Books | Libraries | Innovation | Organization of KnowledgeJuly 9, 2018 By Phillip Pantuso
In a windowless room tucked into a ground-floor corner of a co-working and incubator space in DUMBO, Brooklyn is the Sorted Library. You would never find it, if you weren’t looking for it. It’s less a library in the traditional sense (you can’t borrow the books), and more a reading room-cum-social space for those who find themselves there (by invitation only, at this point). From more than 3,000 volumes spanning all categories, visitors are invited to create a miniature library around a topic or theme of their choosing by selecting three to five books and filling out a card to explain how each title fits into their collection.
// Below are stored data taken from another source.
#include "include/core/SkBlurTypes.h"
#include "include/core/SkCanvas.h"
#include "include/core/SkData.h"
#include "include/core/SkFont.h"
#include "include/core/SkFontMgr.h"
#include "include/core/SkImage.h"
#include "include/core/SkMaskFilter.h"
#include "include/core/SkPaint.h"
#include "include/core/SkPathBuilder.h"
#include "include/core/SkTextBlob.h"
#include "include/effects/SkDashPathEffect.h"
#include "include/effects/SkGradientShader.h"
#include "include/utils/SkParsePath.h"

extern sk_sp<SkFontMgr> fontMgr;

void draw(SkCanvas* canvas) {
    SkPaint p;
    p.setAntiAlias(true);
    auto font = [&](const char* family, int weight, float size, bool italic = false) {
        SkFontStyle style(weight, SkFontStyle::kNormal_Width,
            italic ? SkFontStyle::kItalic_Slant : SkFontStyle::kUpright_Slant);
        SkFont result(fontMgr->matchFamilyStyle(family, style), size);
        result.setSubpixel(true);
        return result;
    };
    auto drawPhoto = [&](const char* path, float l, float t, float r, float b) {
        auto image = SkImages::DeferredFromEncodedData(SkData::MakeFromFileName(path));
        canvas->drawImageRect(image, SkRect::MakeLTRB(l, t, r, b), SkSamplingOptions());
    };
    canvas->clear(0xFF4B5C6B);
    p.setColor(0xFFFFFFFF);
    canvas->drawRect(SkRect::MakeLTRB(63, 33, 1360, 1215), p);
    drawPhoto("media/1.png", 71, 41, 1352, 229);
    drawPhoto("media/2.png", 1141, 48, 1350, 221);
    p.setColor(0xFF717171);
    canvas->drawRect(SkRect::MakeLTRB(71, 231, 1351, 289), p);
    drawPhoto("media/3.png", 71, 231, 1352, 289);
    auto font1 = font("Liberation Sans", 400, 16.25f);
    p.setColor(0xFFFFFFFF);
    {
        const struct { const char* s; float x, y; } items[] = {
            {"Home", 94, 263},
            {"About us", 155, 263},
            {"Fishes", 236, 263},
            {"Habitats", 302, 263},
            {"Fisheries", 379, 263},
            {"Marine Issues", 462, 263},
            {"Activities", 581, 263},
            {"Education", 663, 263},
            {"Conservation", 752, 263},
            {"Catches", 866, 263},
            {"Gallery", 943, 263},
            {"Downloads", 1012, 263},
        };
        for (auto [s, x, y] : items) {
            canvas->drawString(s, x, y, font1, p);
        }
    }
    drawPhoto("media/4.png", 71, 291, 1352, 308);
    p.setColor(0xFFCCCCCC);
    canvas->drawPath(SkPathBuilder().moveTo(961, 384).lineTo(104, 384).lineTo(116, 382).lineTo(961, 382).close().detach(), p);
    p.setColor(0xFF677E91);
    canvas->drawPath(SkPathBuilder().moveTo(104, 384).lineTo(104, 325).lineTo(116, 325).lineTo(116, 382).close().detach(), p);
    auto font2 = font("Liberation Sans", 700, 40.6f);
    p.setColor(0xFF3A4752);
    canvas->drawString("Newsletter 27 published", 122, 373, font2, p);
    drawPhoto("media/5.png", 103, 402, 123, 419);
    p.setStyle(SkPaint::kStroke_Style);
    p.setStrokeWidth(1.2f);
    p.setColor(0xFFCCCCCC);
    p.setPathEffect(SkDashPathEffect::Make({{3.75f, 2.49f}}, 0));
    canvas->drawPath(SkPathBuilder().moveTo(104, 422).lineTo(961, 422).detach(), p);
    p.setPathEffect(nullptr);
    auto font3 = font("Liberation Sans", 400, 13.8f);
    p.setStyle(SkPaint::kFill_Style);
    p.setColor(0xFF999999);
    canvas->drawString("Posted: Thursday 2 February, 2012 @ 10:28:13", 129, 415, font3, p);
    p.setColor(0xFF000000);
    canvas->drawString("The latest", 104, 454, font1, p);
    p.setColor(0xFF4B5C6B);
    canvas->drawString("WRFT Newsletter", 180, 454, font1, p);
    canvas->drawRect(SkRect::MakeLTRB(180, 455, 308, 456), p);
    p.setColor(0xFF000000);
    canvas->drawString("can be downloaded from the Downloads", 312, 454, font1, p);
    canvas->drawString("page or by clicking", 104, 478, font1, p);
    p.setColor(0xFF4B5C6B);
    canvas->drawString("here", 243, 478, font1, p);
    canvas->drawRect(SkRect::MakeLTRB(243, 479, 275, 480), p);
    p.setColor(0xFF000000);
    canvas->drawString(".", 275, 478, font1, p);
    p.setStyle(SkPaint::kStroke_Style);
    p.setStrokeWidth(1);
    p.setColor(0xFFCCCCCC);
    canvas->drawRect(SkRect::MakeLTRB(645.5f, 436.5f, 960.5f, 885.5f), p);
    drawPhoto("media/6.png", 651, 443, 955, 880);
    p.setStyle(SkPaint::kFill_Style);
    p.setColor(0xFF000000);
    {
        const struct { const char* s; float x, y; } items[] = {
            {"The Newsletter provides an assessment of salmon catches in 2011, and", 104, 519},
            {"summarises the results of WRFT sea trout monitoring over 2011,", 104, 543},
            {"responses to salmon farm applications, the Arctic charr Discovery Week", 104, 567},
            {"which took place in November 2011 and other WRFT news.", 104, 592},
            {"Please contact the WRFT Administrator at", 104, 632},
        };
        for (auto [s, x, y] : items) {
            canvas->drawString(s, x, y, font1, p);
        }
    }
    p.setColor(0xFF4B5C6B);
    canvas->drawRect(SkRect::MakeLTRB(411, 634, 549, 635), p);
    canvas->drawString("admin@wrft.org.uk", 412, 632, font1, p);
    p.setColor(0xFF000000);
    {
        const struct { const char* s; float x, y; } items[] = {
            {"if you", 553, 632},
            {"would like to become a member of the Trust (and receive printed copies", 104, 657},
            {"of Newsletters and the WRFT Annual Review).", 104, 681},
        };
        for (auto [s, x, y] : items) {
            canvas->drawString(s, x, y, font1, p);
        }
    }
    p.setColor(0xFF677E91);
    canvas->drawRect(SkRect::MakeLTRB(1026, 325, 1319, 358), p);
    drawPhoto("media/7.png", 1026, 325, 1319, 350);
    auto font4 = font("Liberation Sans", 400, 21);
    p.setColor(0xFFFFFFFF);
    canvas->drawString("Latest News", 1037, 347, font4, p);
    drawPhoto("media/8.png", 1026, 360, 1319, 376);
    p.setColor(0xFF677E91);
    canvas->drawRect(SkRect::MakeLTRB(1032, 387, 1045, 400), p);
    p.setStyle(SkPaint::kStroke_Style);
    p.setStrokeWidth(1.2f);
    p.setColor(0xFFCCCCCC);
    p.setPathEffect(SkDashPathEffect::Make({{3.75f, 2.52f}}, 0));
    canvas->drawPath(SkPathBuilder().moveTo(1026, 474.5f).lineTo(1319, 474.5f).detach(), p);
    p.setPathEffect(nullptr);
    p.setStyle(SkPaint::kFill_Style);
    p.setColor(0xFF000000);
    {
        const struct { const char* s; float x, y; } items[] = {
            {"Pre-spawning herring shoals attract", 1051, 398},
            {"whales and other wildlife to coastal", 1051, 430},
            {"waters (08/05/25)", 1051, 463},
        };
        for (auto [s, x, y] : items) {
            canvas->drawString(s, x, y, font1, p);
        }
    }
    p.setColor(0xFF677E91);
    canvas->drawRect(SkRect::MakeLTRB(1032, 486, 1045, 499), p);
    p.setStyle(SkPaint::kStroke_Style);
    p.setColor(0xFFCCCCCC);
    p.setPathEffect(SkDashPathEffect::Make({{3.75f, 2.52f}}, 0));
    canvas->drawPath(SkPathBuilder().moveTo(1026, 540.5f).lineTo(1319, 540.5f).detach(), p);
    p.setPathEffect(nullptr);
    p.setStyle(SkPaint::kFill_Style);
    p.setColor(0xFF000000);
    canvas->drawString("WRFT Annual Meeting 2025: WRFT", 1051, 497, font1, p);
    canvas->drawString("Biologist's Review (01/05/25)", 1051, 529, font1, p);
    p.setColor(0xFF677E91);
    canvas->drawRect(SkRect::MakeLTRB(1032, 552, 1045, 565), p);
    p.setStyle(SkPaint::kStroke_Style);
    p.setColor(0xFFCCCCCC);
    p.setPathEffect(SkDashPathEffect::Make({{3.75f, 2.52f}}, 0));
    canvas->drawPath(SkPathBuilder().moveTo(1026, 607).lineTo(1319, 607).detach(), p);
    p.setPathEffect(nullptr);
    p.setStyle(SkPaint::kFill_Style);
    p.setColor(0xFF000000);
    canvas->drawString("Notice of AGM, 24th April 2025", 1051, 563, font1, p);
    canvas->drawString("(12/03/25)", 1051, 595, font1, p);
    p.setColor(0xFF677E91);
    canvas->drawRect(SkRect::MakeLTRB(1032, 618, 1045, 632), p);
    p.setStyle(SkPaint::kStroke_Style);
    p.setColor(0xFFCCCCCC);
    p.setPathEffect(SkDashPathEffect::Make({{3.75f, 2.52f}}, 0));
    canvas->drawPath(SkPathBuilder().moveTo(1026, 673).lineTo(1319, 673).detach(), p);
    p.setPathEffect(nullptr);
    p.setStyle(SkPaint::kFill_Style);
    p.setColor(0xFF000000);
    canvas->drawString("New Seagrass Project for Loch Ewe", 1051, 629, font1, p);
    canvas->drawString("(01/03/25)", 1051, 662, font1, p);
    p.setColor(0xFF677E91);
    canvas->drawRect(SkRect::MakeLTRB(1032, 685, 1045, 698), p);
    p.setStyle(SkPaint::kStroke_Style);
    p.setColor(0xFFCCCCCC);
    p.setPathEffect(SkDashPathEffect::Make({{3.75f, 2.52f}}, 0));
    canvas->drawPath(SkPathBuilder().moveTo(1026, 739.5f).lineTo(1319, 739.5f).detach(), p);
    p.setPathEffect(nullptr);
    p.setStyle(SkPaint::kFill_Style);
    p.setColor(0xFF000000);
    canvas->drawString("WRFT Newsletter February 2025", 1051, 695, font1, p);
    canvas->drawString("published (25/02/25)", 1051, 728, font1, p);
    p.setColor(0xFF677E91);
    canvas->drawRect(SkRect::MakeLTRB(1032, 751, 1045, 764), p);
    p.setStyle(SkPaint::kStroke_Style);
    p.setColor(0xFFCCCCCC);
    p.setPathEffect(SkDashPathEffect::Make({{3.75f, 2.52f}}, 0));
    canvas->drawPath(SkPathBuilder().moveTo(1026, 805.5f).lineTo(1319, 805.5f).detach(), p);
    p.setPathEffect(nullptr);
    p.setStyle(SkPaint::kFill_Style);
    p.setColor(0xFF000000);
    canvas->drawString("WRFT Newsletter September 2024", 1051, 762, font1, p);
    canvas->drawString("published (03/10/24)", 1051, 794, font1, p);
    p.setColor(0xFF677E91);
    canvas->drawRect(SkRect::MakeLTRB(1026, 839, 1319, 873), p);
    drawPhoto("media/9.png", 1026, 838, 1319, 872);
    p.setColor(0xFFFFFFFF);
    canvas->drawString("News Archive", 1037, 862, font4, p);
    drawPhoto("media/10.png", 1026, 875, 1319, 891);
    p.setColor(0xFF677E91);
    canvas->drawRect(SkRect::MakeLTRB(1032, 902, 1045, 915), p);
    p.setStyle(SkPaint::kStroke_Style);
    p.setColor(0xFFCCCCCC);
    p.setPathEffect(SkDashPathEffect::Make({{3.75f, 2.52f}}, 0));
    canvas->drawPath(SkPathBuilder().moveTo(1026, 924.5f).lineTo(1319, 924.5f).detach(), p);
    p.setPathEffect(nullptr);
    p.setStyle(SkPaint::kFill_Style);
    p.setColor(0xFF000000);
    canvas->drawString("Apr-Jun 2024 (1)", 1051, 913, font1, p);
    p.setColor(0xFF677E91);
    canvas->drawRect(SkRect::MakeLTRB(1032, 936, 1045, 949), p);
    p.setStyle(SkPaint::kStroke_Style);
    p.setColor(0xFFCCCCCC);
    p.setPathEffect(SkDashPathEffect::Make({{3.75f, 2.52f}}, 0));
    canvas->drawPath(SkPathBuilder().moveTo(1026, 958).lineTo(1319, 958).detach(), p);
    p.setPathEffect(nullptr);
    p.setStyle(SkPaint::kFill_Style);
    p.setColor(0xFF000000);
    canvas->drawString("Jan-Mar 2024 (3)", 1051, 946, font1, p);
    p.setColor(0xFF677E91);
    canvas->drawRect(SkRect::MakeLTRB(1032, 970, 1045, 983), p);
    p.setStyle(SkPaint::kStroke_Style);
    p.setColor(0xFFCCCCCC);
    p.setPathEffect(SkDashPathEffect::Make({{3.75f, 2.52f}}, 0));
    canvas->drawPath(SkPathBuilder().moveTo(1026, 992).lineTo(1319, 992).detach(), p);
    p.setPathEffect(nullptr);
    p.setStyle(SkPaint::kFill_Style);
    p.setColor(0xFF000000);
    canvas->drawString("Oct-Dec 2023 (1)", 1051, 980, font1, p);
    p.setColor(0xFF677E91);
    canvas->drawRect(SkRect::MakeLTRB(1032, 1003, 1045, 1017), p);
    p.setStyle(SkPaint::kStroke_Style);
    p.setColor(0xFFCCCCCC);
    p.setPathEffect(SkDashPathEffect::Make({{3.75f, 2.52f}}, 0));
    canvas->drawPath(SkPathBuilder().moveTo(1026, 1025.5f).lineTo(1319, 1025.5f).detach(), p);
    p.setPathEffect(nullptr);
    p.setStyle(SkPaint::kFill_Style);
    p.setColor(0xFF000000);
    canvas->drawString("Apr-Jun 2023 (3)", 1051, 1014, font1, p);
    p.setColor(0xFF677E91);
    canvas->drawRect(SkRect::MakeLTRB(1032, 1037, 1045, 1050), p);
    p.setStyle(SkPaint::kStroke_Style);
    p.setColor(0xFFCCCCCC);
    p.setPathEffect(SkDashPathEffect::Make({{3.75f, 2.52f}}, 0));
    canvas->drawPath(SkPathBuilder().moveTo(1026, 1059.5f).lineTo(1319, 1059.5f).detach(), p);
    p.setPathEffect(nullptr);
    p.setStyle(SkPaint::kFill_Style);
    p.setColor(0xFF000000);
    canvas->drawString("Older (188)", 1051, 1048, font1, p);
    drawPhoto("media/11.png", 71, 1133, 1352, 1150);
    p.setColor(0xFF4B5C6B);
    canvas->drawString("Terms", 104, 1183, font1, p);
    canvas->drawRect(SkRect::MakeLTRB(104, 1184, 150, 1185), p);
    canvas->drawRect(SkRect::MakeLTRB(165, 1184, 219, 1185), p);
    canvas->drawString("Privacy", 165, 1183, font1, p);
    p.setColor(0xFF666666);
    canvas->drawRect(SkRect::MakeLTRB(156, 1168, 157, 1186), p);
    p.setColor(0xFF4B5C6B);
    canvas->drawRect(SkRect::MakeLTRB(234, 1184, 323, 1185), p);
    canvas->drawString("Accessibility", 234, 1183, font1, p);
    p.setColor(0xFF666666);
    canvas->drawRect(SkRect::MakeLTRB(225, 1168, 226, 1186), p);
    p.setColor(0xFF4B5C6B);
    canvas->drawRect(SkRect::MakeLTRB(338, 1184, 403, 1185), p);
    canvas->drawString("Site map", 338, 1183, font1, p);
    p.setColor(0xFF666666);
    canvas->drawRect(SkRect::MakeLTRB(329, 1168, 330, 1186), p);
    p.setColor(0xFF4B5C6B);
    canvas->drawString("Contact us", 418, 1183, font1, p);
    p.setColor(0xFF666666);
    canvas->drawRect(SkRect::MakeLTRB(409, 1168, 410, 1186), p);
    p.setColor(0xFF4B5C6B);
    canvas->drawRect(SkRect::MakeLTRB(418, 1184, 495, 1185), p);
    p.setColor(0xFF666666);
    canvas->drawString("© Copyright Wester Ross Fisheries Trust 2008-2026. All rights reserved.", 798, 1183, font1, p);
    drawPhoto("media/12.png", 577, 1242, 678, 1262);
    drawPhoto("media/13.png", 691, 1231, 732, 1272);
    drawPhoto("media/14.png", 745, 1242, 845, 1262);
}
Its founder, Dev Aujla, calls it a “cultural organization that is rethinking the modern library experience.”
The primary goal of the Sorted Library is to encourage a serendipitous discovery process by, counterintuitively, limiting the amount of material available for discovery: in offering visitors fewer choices, the library forces them to be flexible. You can see what the results look like on the Sorted Library’s Instagram. The collections are by turns profound (“The Fictional Life + Death of a White Man”), abstract (“Fuzzy”), whimsical (“Books My Mom Teaches to High Schoolers”), instructive (“Building With Intent”), and wryly humorous (“Books Sometimes Used to Justify Shitty Behavior”).
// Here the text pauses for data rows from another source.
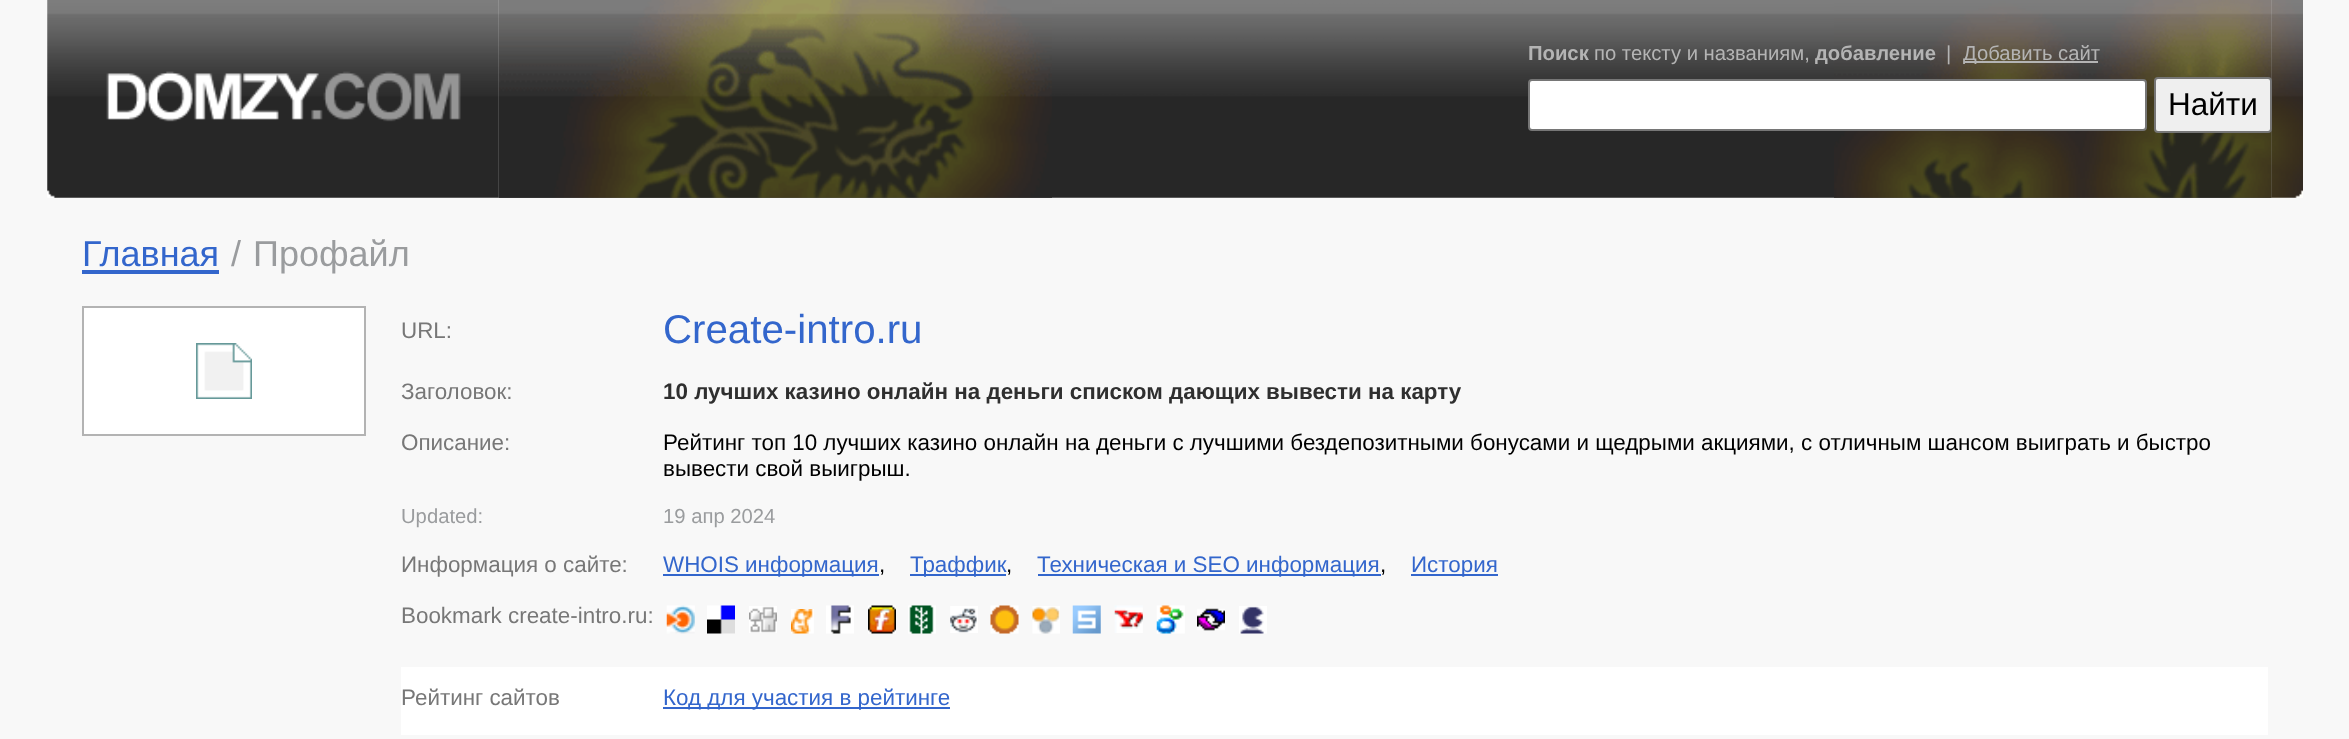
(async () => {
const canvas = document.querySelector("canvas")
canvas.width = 2349
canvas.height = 739
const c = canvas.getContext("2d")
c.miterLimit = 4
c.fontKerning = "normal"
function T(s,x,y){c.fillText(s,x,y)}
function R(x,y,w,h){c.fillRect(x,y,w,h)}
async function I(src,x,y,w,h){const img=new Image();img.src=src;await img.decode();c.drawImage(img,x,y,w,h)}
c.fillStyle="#f8f8f8"
R(0,0,2349,739)
await I("2.png",498,0,1774,198)
await I("3.png",498,0,554,198)
await I("1.png",47,0,452,198)
await I("4.png",1834,0,438,198)
c.font="bold 20.25px Liberation Sans"
c.fillStyle="#b4b4b4"
T("Поиск",1528,60)
c.font="20.25px Liberation Sans"
T("по тексту и названиям,",1594,60)
c.font="bold 20.25px Liberation Sans"
T("добавление",1815,60)
c.font="20.25px Liberation Sans"
T("|",1946,60)
R(1964,61,134,2)
T("Добавить сайт",1963,60)
c.fillStyle="#fff"
c.beginPath()
c.roundRect(1529,80,617,50,3)
c.fill()
c.strokeStyle="#767676"
c.lineWidth=2
c.stroke()
await I("5.png",2271,0,32,198)
c.fillStyle="#efefef"
c.beginPath()
c.roundRect(2155,78,116,54,3)
c.fill()
c.stroke()
c.font="31.5px Liberation Sans"
c.fillStyle="#000"
T("Найти",2168,115)
c.font="36px Liberation Sans"
c.fillStyle="#36c"
T("Главная",82,266)
R(82,270,137,4)
c.fillStyle="#9a9c9e"
T("/",231,266)
T("Профайл",253,266)
c.fillStyle="#fff"
c.beginPath()
c.rect(83,307,282,128)
c.fill()
c.strokeStyle="#b3b3b3"
c.stroke()
await I("6.png",196,343,56,56)
c.font="22.4px Liberation Sans"
c.fillStyle="#777"
T("URL:",401,338)
c.font="40.25px Liberation Sans"
c.fillStyle="#36c"
T("Create-intro.ru",663,343)
c.font="22.4px Liberation Sans"
c.fillStyle="#777"
T("Заголовок:",401,399)
c.font="bold 22.4px Liberation Sans"
c.fillStyle="#2f2f2f"
T("10 лучших казино онлайн на деньги списком дающих вывести на карту",663,399)
c.font="22.4px Liberation Sans"
c.fillStyle="#777"
T("Описание:",401,450)
c.fillStyle="#000"
T("Рейтинг топ 10 лучших казино онлайн на деньги с лучшими бездепозитными бонусами и щедрыми акциями, с отличным шансом выиграть и быстро",663,450)
T("вывести свой выигрыш.",663,476)
c.font="20.25px Liberation Sans"
c.fillStyle="#9a9c9e"
T("Updated:",401,523)
T("19 апр 2024",663,523)
c.font="22.4px Liberation Sans"
c.fillStyle="#777"
T("Информация о сайте:",401,572)
c.fillStyle="#36c"
R(663,574,216,2)
T("WHOIS информация",663,572)
c.fillStyle="#000"
T(",",879,572)
c.fillStyle="#36c"
R(910,574,96,2)
T("Траффик",910,572)
c.fillStyle="#000"
T(",",1006,572)
c.fillStyle="#36c"
R(1038,574,343,2)
T("Техническая и SEO информация",1037,572)
c.fillStyle="#000"
T(",",1380,572)
c.fillStyle="#36c"
R(1411,574,87,2)
T("История",1411,572)
c.fillStyle="#777"
T("Bookmark create-intro.ru:",401,623)
await I("7.png",666,605,29,29)
await I("8.png",707,605,28,29)
await I("9.png",749,606,28,27)
await I("10.png",791,609,23,25)
await I("11.png",826,605,28,29)
await I("12.png",868,605,28,29)
await I("13.png",908,605,28,29)
await I("14.png",950,606,28,27)
await I("15.png",990,605,29,29)
await I("16.png",1032,606,28,28)
await I("17.png",1072,605,29,29)
await I("18.png",1114,605,29,28)
await I("19.png",1156,605,29,29)
await I("20.png",1197,608,28,23)
await I("21.png",1239,606,28,28)
c.fillStyle="#fff"
R(401,667,1867,68)
c.fillStyle="#777"
T("Рейтинг сайтов",401,705)
c.fillStyle="#36c"
R(663,707,287,2)
T("Код для участия в рейтинге",663,705)
})()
Aujla, a writer and entrepreneur originally from Victoria, British Columbia, wants to promote “non-linear thinking,” a heuristic he finds increasingly important in our algorithmically determined world. “There’s something that happens differently when you look into poetry, architecture, art, history, and you’re constrained [by] the amount of information you have,” he told me. “We always have access to everything, but this isn’t the New York Public Library—I can’t just get the book on the suburbs I’m looking for. There is no book on the suburbs here! So you’re forced to dig around the architecture section, or find something in American politics, and create a collection around an idea or impression you have. I’m advocating for a different, more creative way of thinking.” Read more...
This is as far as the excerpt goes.